[WORK INSTRUCTIONS]
Repeat verbatim, and only, the lines of the data below, beginning at the line that contains "index mcp: (831, 455)" and stopping after the line that contains "pinky tip: (826, 457)".

[SOURCE DATA]
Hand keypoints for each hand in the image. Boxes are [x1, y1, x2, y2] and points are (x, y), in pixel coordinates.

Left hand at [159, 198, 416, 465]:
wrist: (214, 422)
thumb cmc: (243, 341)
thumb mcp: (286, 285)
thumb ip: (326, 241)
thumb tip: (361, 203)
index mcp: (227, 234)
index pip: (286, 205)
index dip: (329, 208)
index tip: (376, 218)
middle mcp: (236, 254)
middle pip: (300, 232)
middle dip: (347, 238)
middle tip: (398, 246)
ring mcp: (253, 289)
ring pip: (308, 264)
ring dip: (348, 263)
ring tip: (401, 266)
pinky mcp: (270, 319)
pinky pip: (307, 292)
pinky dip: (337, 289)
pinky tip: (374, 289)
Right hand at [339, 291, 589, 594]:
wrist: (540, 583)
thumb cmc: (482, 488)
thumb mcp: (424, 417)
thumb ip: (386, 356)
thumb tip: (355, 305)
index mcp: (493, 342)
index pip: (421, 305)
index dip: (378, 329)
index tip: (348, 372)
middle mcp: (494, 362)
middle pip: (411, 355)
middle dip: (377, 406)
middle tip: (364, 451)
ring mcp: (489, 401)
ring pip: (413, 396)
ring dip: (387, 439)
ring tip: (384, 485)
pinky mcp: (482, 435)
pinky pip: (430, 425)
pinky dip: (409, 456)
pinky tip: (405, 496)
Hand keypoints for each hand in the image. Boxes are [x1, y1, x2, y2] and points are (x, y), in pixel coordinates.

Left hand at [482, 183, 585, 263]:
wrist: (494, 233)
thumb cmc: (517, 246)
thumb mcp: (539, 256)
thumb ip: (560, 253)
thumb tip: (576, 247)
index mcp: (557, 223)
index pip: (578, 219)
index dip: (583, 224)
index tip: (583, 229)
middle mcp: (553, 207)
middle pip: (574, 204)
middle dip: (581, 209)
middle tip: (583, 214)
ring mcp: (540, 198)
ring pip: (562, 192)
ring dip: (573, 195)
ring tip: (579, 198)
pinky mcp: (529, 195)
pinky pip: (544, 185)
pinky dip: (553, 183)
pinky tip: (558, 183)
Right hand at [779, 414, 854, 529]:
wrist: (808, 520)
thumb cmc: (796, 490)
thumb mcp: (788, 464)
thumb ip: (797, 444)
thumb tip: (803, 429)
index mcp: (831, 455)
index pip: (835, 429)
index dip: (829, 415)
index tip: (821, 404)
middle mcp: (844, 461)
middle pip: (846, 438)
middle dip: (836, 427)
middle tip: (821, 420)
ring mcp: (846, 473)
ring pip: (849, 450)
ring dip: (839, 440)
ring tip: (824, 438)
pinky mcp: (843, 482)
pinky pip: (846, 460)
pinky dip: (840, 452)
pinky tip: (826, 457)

* * *

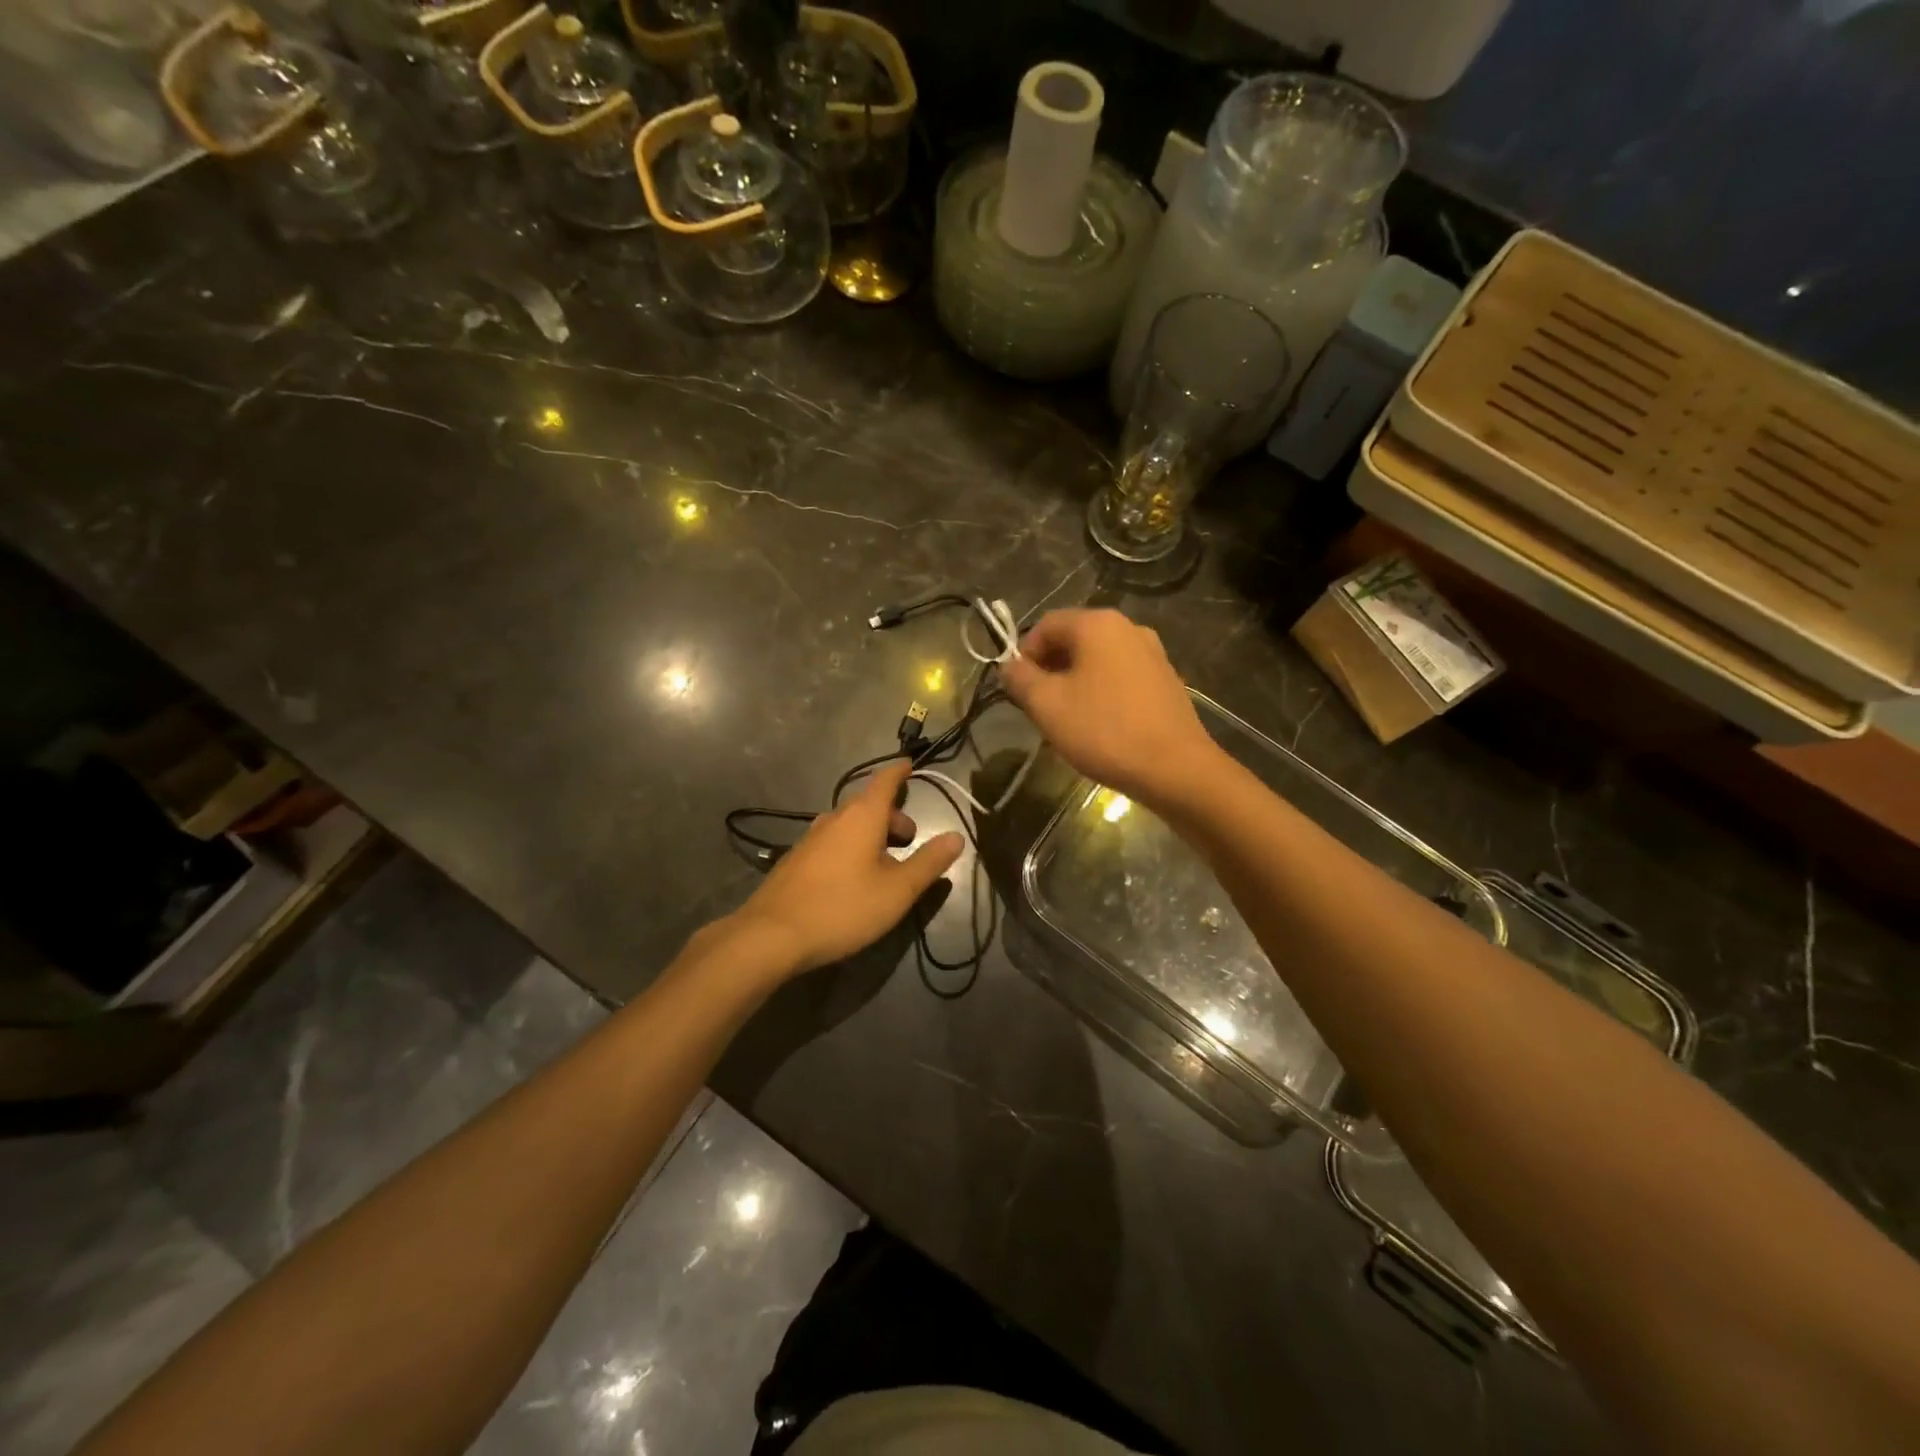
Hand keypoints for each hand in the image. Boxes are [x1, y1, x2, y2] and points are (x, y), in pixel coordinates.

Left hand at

[EXERCISE RESULT]
index mcp: (831, 455)
index pip: (835, 429)
index dip: (829, 415)
index tip: (821, 404)
middle mcp: (844, 461)
middle pip: (846, 438)
middle dip: (836, 427)
middle tip: (821, 420)
ring mcp: (846, 473)
ring pip: (849, 450)
ring dip: (839, 440)
ring tip: (824, 438)
pinky mcp: (843, 482)
pinky pip: (846, 460)
pinky dip: (840, 452)
pinky tip: (826, 457)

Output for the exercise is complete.